Gerade im Zusammenhang mit den von den Stiftungen getragenen Farbenrevolutionen sind, wie am 8. Dezember bekanntgeworden, sowohl Soros’ Open Society Foundation als auch dessen Open Society Institute Assistance Foundation von Russland als ›unerwünschte‹ Organisationen klassifiziert und des Landes verwiesen worden. »Im Falle von George Soros«, schreibt Andreas von Rétyi »lassen sich bekanntlich massive Einflüsse auf Farbenrevolutionen und ausufernde soziale Unruhen aufzeigen, alles natürlich sämtlich zur Umsetzung einer demokratischen Ordnung, sei es im Zuge des Arabischen Frühlings, in Serbien, Georgien, Mazedonien oder in der Ukraine. An sich eine unfassbare Situation. Hier greift eine Privatperson sehr nachhaltig in die nationale und internationale Politik ein.« Zitiert wird in Rétyis Artikel der in Polen tätige Journalist und Publizist Konrad Stachnio, der im Oktober schrieb: »Ein jedes Mal, wenn ich sehe, dass George Soros etwas über Demokratie und die europäischen Werte sagt, weiss ich, dass etwas passieren wird. Das ist in der Ukraine der Fall, wo Soros erklärte, Demokratie sei die wichtigste Angelegenheit überhaupt; so sagt er auch, die europäischen Werte seien das Bedeutendste, weshalb wir Millionen Flüchtlinge in jedem Jahr zu akzeptieren hätten. Wie wird das enden? Wahrscheinlich wie üblich: Feuer, Aufstände, Regierungsumstürze und die totale Destabilisierung Europas, mehr oder weniger wie das kürzlich in der Ukraine der Fall war.« Sehr deutliche Worte. In Polen hatte Soros bereits 1988 die Stephan-Báthory-Stiftung gegründet, um sein Netzwerk in den folgenden Jahrzehnten weiter über die Welt zu spannen.  [5]

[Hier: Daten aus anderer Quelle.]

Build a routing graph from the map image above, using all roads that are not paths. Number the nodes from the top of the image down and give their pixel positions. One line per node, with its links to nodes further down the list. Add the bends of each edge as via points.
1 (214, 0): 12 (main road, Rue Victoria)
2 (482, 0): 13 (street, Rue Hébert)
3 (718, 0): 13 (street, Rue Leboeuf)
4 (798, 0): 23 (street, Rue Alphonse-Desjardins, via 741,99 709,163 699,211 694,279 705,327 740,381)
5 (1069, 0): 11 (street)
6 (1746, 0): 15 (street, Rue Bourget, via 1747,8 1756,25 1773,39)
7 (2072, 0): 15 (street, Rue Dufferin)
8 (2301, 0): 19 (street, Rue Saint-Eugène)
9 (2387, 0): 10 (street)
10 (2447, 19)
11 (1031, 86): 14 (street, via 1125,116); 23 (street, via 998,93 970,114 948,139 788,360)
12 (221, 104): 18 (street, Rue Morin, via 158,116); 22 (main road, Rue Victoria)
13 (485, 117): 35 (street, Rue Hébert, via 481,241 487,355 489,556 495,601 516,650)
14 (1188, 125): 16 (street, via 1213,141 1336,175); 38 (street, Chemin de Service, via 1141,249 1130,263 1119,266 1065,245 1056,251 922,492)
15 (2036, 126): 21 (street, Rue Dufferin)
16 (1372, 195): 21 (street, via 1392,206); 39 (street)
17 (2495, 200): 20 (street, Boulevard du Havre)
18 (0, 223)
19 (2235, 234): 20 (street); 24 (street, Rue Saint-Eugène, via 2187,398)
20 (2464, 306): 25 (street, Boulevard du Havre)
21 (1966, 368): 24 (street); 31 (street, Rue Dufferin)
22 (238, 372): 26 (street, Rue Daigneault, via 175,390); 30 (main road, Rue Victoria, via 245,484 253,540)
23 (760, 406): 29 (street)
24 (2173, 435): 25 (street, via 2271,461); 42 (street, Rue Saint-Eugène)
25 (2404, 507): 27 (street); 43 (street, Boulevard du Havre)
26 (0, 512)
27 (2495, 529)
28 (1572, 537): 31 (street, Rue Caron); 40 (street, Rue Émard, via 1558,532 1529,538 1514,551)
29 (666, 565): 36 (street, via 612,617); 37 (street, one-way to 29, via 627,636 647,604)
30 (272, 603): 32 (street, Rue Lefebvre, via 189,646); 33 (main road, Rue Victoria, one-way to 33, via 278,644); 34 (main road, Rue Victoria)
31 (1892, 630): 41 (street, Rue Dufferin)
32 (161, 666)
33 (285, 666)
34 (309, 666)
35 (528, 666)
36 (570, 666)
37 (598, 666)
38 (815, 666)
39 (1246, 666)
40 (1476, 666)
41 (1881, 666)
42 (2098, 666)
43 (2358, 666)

Putin hat die russischen Streitkräfte jetzt angewiesen, mit äusserster Härte gegen Provokationen in Syrien vorzugehen: Ziele, die die russische Infrastruktur bedrohen, seien sofort zu zerstören. Diese Warnung ist in erster Linie an das NATO-Mitglied Türkei gerichtet. Alle Kräfte, die die russischen Einheiten in dem Bürgerkriegsland gefährdeten, würden umgehend vernichtet, sagte der Oberbefehlshaber der russischen Armee am 11. Dezember. Der Einsatz in Syrien, so Putin, diene nicht irgendwelchen geopolitischen Zwecken und auch nicht  dem Test neuer Waffen, sondern sei nötig, weil die Entwicklung des IS eine Bedrohung für Russland darstelle. Positiv ist die Wende, die besagt, dass die russichen Luftschläge mit der USA und mit Israel abgestimmt würden, um Zwischenfälle zu vermeiden. Inzwischen hat Russland die türkischen Aktionen vor den UN-Sicherheitsrat gebracht, sehr zum Ärger der Türkei, und die USA hat mittlerweile den Druck auf Erdogan erhöht und sogar mehrfach öffentlich kritisiert, dass der Zugang der Terror-Miliz IS zu den internationalen Rohstoffmärkten über die Türkei immer noch offen sei.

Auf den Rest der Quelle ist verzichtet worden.